Exercise directions: Could you give back every record below exactly, leaving out the pictures?

Collected data
++++++++++
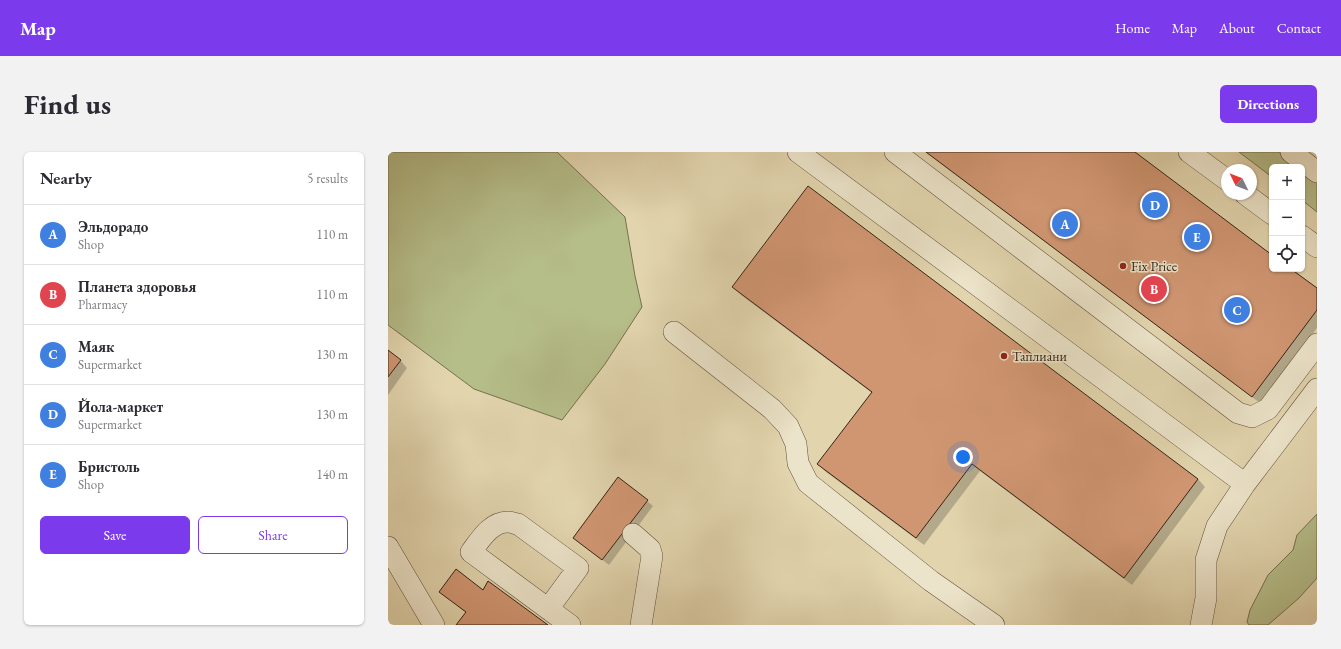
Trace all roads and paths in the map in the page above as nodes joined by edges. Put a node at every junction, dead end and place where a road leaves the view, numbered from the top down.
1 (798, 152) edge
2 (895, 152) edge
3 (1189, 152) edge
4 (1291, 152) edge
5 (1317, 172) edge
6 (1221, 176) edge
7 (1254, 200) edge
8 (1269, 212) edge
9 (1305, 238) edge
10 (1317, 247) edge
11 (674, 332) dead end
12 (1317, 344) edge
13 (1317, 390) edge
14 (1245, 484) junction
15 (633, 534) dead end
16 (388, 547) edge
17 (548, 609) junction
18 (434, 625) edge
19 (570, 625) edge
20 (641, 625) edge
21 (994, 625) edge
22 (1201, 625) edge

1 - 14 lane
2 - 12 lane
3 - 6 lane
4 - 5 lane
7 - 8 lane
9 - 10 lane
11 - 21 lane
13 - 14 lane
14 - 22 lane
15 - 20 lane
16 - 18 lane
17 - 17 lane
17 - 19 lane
++++++++++
Solution to the problem:
Trace all roads and paths in the map in the page above as nodes joined by edges. Put a node at every junction, dead end and place where a road leaves the view, numbered from the top down.
1 (798, 152) edge
2 (895, 152) edge
3 (1189, 152) edge
4 (1291, 152) edge
5 (1317, 172) edge
6 (1221, 176) edge
7 (1254, 200) edge
8 (1269, 212) edge
9 (1305, 238) edge
10 (1317, 247) edge
11 (674, 332) dead end
12 (1317, 344) edge
13 (1317, 390) edge
14 (1245, 484) junction
15 (633, 534) dead end
16 (388, 547) edge
17 (548, 609) junction
18 (434, 625) edge
19 (570, 625) edge
20 (641, 625) edge
21 (994, 625) edge
22 (1201, 625) edge

1 - 14 lane
2 - 12 lane
3 - 6 lane
4 - 5 lane
7 - 8 lane
9 - 10 lane
11 - 21 lane
13 - 14 lane
14 - 22 lane
15 - 20 lane
16 - 18 lane
17 - 17 lane
17 - 19 lane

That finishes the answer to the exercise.